Instructions for updating:
Lambda fuctions will be no more assumed to be used in the statement where they are used, or at least in the same block. https://github.com/tensorflow/tensorflow/issues/56089


[INFO 2023-03-07T12:11:06.100795433+00:00 kernel.cc:1214] Loading model from path /tmpfs/tmp/tmpeau3pdt_/model/ with prefix 72ee2781602146e9
[INFO 2023-03-07T12:11:06.113257784+00:00 decision_forest.cc:661] Model loaded with 300 root(s), 4310 node(s), and 7 input feature(s).
[INFO 2023-03-07T12:11:06.113286363+00:00 abstract_model.cc:1311] Engine "RandomForestGeneric" built
[INFO 2023-03-07T12:11:06.113305638+00:00 kernel.cc:1046] Use fast generic engine


WARNING:tensorflow:AutoGraph could not transform <function simple_ml_inference_op_with_handle at 0x7f67957524c0> and will run it as-is.
Please report this to the TensorFlow team. When filing the bug, set the verbosity to 10 (on Linux, `export AUTOGRAPH_VERBOSITY=10`) and attach the full output.
Cause: could not get source code
To silence this warning, decorate the function with @tf.autograph.experimental.do_not_convert
WARNING: AutoGraph could not transform <function simple_ml_inference_op_with_handle at 0x7f67957524c0> and will run it as-is.
Please report this to the TensorFlow team. When filing the bug, set the verbosity to 10 (on Linux, `export AUTOGRAPH_VERBOSITY=10`) and attach the full output.
Cause: could not get source code
To silence this warning, decorate the function with @tf.autograph.experimental.do_not_convert





<keras.callbacks.History at 0x7f68310ddd90>

Just to verify that everything is working properly, let's check the model's accuracy, which should be around 99%:

# 对模型进行编译,使用"accuracy"作为评估指标
cmodel.compile(metrics=["accuracy"])

# 对测试数据集进行评估,返回字典形式的评估结果,verbose=0表示不输出评估过程
cmodel.evaluate(test_ds, return_dict=True, verbose=0)
{'loss': 0.0, 'accuracy': 0.9888888597488403}

Yes, the model's accuracy on the test set is high.

show decision tree

Now that we have a model, let's select a tree in the random forest and see its structure. The dtreeviz library requires us to bundle the TF-DF model with relevant training data, and then the model can be interrogated repeatedly.

# 获取penguin数据集的特征名
penguin_features = [f.name for f in cmodel.make_inspector().features()]

# 创建一个dtreeviz的可视化模型
# 参数说明:
# - cmodel: 训练好的决策树模型
# - tree_index: 指定要可视化的决策树的索引
# - X_train: 训练集的特征数据
# - y_train: 训练集的标签数据
# - feature_names: 特征的名称列表
# - target_name: 目标变量的名称
# - class_names: 类别的名称列表
viz_cmodel = dtreeviz.model(cmodel,
                           tree_index=3,
                           X_train=train_ds_pd[penguin_features],
                           y_train=train_ds_pd[penguin_label],
                           feature_names=penguin_features,
                           target_name=penguin_label,
                           class_names=classes)

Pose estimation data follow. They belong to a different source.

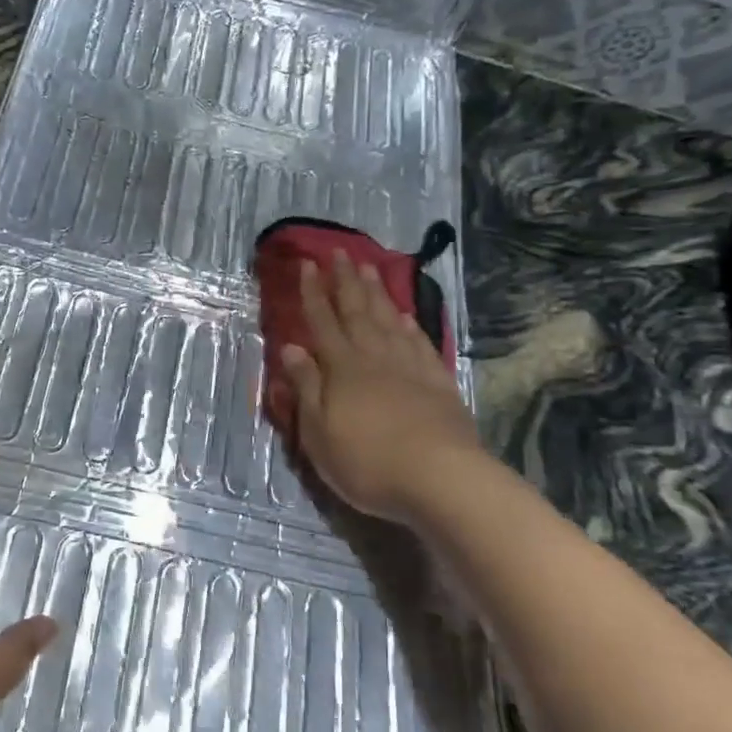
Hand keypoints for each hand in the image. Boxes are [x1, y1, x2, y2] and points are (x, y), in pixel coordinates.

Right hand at [273, 253, 484, 526]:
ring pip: (388, 320)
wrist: (440, 478)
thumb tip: (291, 348)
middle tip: (340, 252)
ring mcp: (410, 368)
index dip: (313, 293)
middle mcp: (374, 357)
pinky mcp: (438, 383)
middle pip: (357, 311)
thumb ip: (306, 387)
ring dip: (376, 293)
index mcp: (342, 368)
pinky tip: (405, 315)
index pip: (322, 322)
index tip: (308, 265)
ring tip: (369, 268)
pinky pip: (419, 343)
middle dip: (345, 281)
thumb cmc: (367, 460)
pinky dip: (410, 326)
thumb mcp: (319, 432)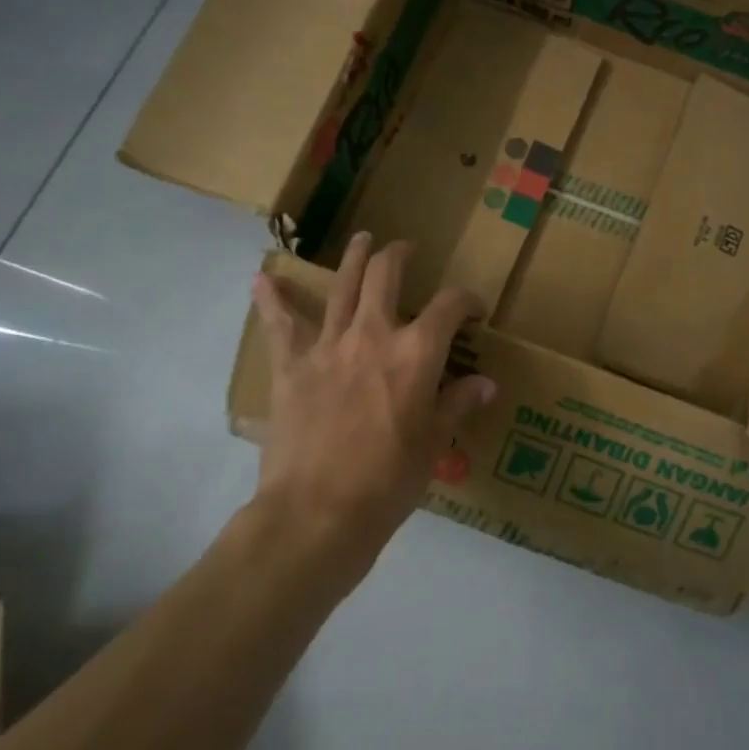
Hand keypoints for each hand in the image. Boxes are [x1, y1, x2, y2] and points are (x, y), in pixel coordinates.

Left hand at [251, 232, 496, 576]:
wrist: (319, 510)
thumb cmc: (389, 480)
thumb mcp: (434, 443)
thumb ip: (458, 404)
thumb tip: (485, 383)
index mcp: (416, 352)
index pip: (450, 306)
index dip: (468, 300)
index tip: (474, 311)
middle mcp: (373, 334)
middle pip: (385, 274)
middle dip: (399, 255)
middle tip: (406, 250)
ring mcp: (328, 345)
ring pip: (340, 285)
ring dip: (353, 257)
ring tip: (361, 239)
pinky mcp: (292, 365)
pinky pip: (281, 325)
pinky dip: (272, 300)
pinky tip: (263, 280)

The most common dtreeviz API function is view()that it displays the structure of the tree and the feature distribution of the instances associated with each decision node.

# 调用viz_cmodel的view方法,并设置缩放比例为1.2,用于显示模型的可视化结果。
viz_cmodel.view(scale=1.2)

Insert image description here

Insert image description here

The root node of the decision tree represents the test flipper_length_mmfeature passed at the beginning of classification, using a split value of 206. flipper_length_mmIf the eigenvalue of the test instance is less than 206, the decision tree descends to the left child node. If it is greater than or equal to 206, classification proceeds by descending to the right child node.

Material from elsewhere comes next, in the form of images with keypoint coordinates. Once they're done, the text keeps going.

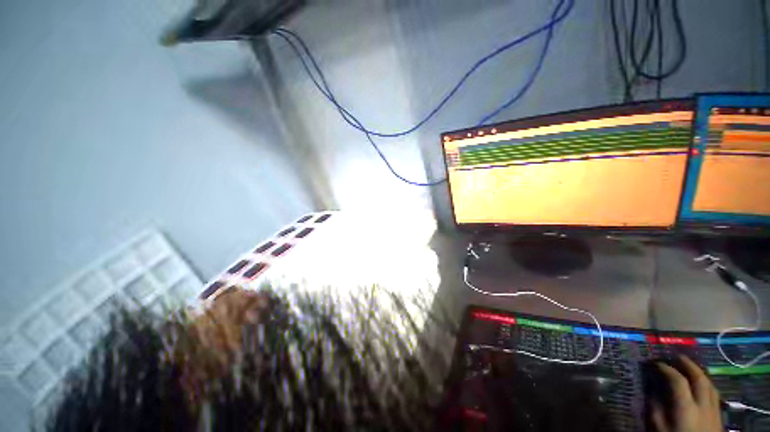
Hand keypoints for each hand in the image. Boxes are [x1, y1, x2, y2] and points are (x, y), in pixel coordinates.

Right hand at [649, 355, 721, 431]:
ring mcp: (714, 409)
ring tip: (688, 366)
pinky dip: (706, 383)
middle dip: (687, 364)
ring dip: (698, 371)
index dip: (665, 368)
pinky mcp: (718, 414)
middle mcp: (703, 404)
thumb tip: (651, 388)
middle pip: (699, 378)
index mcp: (686, 407)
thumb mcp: (659, 428)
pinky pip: (714, 393)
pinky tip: (701, 384)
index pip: (677, 380)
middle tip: (675, 355)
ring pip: (710, 384)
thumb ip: (656, 408)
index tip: (654, 363)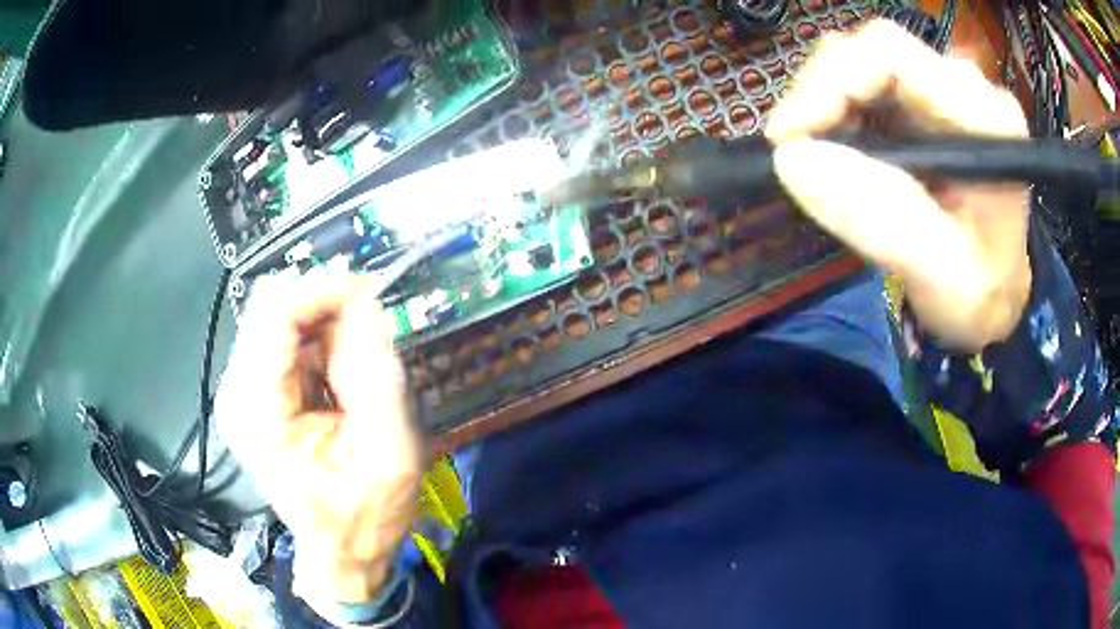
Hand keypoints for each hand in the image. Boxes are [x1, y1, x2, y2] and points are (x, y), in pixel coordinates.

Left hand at [215, 272, 421, 603]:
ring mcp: (243, 390)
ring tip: (361, 357)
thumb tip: (367, 303)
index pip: (275, 315)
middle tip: (373, 320)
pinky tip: (342, 370)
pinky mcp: (255, 391)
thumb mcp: (390, 450)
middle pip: (271, 309)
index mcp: (258, 412)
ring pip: (279, 318)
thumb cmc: (365, 515)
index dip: (323, 289)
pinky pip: (285, 339)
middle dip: (325, 304)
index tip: (371, 289)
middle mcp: (238, 392)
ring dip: (324, 323)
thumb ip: (377, 374)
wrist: (342, 549)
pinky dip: (318, 339)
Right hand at [768, 20, 1031, 350]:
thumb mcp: (940, 274)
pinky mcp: (922, 103)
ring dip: (826, 106)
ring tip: (820, 160)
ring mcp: (941, 90)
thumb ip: (881, 219)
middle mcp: (964, 87)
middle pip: (870, 51)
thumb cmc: (980, 295)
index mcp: (985, 118)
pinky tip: (839, 155)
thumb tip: (793, 159)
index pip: (891, 54)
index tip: (788, 137)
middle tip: (796, 153)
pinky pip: (862, 86)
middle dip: (822, 95)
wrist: (993, 297)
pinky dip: (835, 115)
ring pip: (859, 63)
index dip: (830, 81)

To understand why the model chooses flipper_length_mmto split the training data at =206, let us zoom in on the root node.

# 设置深度范围和缩放比例,并显示模型
viz_cmodel.view(depth_range_to_display=[0,0], scale=1.5)

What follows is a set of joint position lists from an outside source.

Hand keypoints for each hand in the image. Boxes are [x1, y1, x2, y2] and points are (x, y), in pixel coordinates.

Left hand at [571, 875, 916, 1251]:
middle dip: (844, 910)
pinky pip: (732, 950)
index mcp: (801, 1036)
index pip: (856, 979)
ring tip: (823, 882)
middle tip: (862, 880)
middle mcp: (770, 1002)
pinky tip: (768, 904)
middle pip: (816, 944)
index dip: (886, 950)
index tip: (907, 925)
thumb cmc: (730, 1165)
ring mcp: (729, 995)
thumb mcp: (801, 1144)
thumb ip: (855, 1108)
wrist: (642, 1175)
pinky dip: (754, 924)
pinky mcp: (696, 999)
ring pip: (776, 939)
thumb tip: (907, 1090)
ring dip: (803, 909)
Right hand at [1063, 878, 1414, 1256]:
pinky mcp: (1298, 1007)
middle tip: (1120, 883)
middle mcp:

Insert image description here

Clearly see that almost all instances to the right of 206 are blue ( GentooPenguin). Therefore, with a single feature comparison, the model can separate the training data into a fairly pure Gentoogroup and a mixed group. (The model will further purify subgroups through future splits below the root node.)

Decision trees also have classification decision nodes that test subsets of categories instead of simple numerical splits. For example, let's look at the second level of the tree:

# 调用viz_cmodel的view函数,并设置参数
# depth_range_to_display参数用于指定显示的深度范围,这里设置为[1,1],表示只显示深度为1的部分
# scale参数用于指定显示的缩放比例,这里设置为1.5,表示放大1.5倍显示
viz_cmodel.view(depth_range_to_display=[1,1], scale=1.5)

Insert image description here

The node (left) tests the feature island, and if the test instance has it island==Dream, the classification continues down to its right child node. For the other two categories Torgersenand Biscoe, the classification continues moving down to its left child node. (In this figure, bill_length_mmthe nodes on the right are irrelevant to the discussion of classification decision nodes.)

This segmentation behavior highlights the goal of decision trees to divide the feature space into regions where the purity of the target value increases. We will look at the feature space in more detail below.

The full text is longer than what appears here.